▶ [WHAT IS NEEDED]: Select the lines of the records containing the word "that" and list them.

▶ [DATA EXTRACTS]:
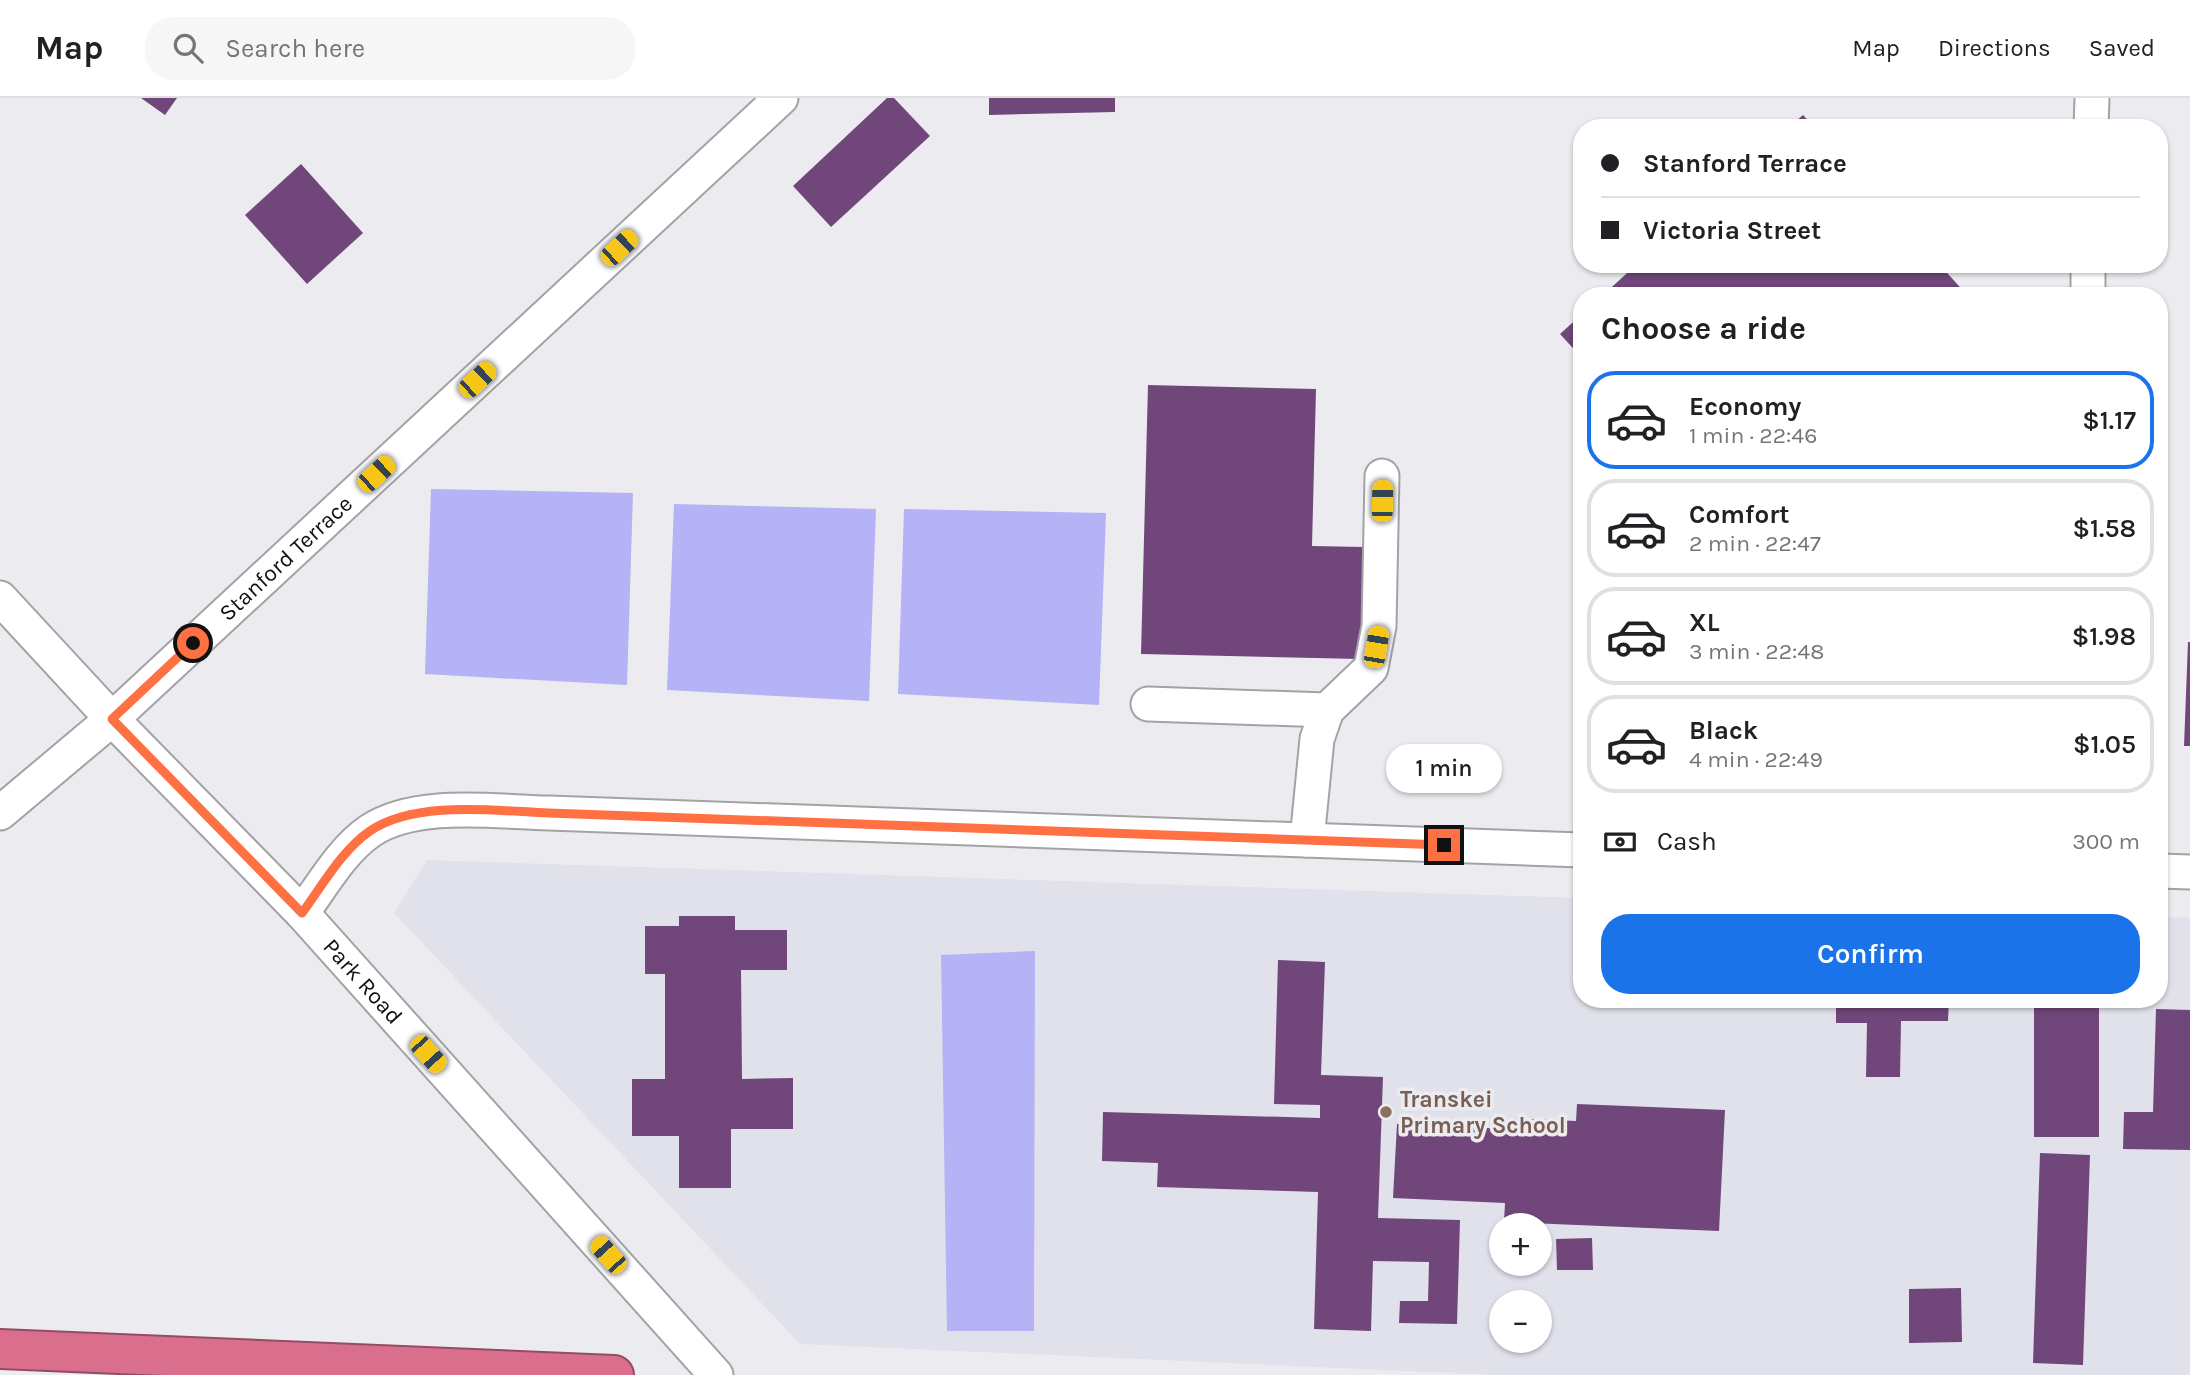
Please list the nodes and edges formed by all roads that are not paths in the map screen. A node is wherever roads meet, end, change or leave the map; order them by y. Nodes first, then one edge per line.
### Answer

==

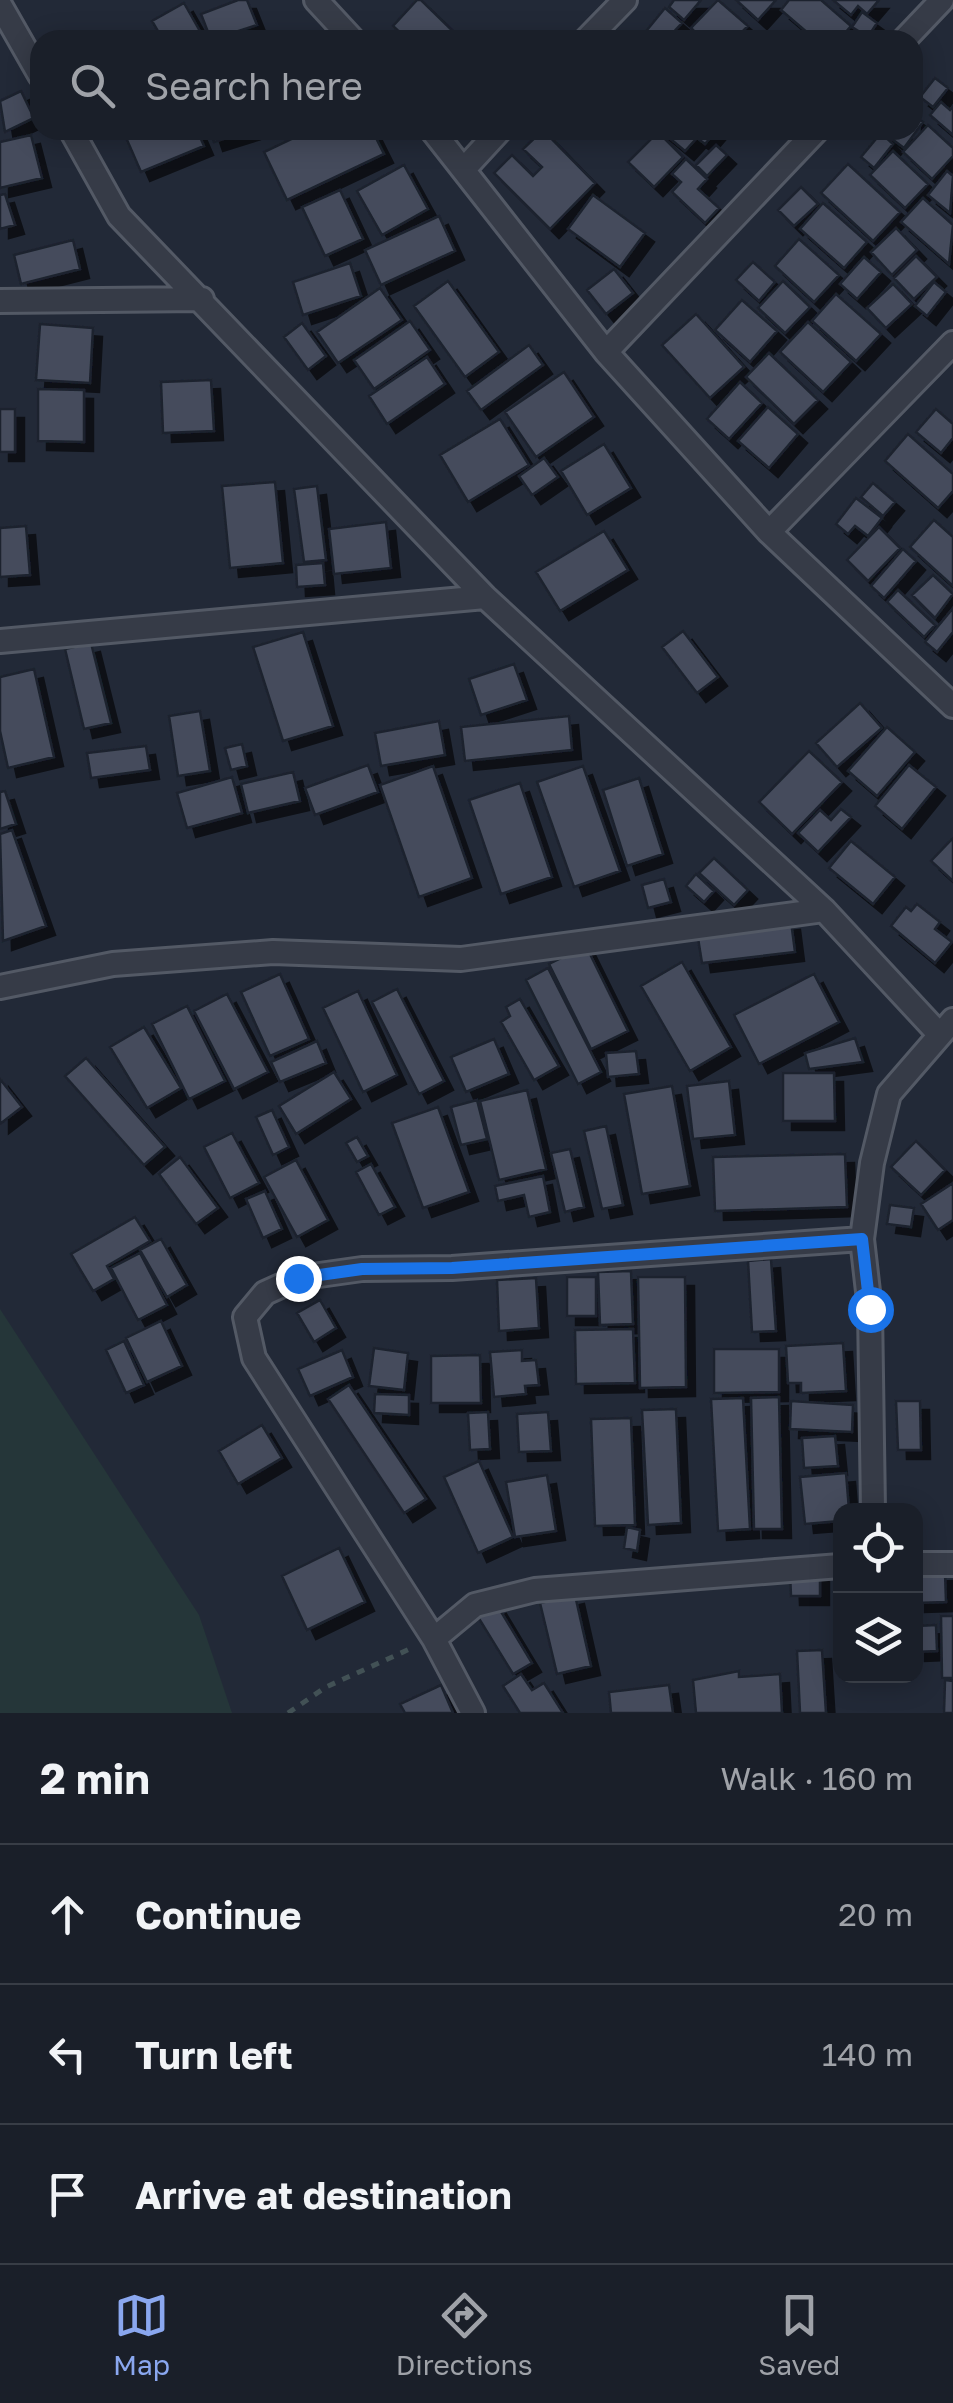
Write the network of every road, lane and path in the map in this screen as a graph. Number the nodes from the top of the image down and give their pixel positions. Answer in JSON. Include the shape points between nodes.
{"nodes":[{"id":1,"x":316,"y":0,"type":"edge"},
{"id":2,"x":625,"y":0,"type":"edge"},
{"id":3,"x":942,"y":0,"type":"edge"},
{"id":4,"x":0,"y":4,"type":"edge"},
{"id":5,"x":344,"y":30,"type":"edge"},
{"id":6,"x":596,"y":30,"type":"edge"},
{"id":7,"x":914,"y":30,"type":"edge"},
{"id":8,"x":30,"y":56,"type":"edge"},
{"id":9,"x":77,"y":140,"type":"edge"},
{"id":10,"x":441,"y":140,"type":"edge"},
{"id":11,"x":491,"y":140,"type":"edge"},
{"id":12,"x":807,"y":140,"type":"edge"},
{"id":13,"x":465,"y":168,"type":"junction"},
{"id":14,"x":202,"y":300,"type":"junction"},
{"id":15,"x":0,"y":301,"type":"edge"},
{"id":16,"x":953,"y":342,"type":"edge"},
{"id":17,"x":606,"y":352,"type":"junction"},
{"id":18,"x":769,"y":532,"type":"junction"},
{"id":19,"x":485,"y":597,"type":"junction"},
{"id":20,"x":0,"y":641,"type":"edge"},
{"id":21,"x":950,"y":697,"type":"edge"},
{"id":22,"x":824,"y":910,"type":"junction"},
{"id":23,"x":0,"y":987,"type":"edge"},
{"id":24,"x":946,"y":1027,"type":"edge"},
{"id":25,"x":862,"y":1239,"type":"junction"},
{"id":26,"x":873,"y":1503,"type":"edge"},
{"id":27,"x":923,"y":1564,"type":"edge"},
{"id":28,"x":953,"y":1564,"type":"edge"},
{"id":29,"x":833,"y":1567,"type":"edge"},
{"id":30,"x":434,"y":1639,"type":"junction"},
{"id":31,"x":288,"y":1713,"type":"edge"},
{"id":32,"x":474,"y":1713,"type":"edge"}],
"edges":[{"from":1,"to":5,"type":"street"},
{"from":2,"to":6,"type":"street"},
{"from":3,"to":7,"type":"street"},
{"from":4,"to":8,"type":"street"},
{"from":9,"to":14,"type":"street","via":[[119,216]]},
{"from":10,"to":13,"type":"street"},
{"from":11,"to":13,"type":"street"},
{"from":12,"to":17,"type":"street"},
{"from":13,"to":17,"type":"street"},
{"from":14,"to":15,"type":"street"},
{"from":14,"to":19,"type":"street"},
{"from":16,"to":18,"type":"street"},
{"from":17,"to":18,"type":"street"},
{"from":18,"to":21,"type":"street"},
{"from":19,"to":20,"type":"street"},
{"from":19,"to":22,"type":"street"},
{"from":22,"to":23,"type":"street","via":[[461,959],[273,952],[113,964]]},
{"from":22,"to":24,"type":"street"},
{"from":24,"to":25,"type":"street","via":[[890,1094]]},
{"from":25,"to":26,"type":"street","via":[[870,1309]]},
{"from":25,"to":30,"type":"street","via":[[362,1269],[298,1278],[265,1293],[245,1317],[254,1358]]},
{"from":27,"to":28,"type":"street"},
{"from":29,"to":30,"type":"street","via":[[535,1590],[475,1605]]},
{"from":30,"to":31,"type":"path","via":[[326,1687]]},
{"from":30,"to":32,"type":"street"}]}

---

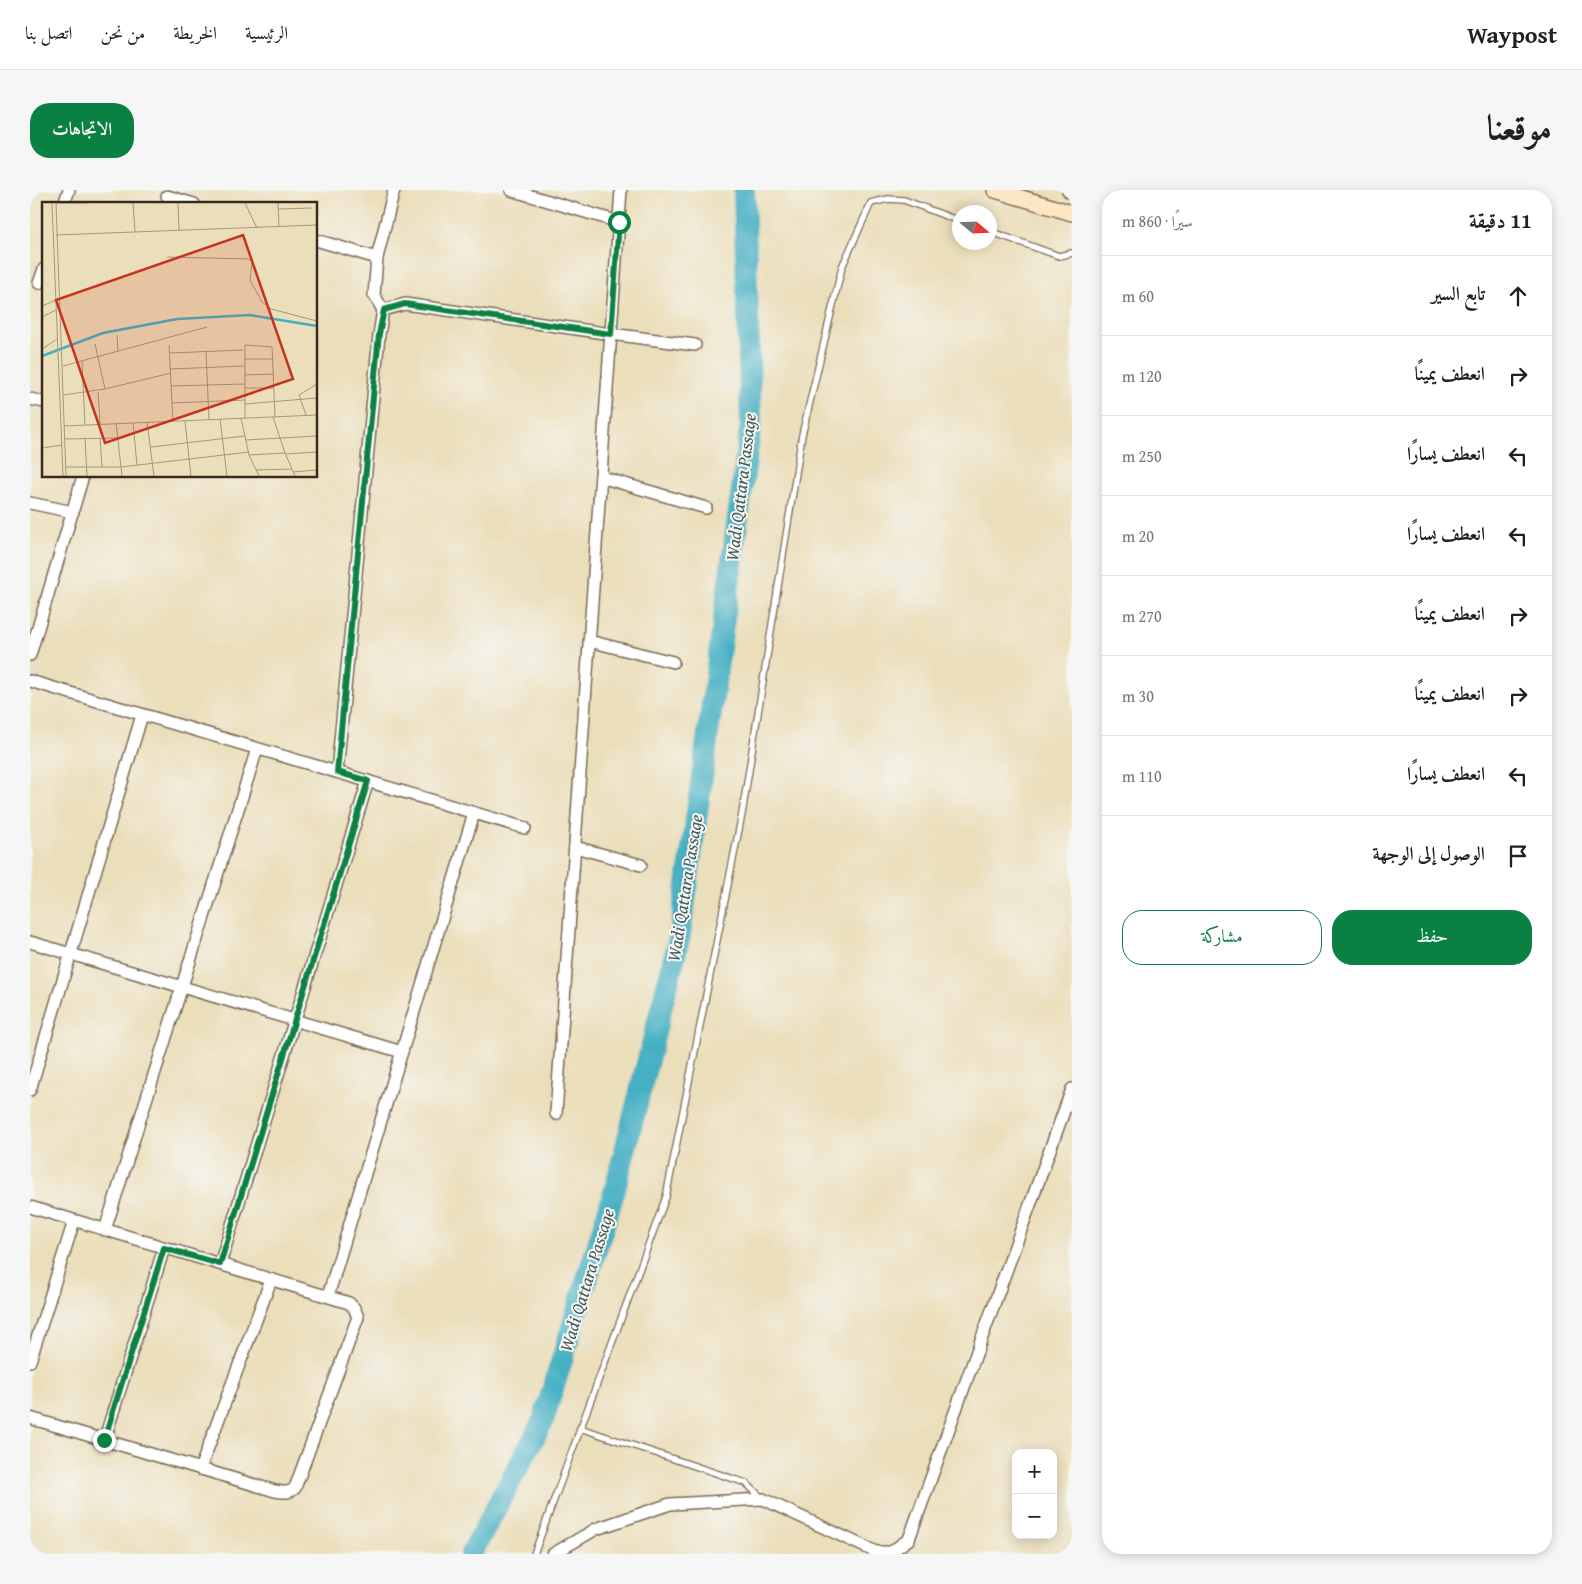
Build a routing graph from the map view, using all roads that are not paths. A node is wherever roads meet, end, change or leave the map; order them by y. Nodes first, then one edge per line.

▶ [EXERCISE ANSWER]:
Please list the nodes and edges formed by all roads that are not paths in the map screen. A node is wherever roads meet, end, change or leave the map; order them by y. Nodes first, then one edge per line.
Build a routing graph from the map view, using all roads that are not paths. A node is wherever roads meet, end, change or leave the map; order them by y. Nodes first, then one edge per line.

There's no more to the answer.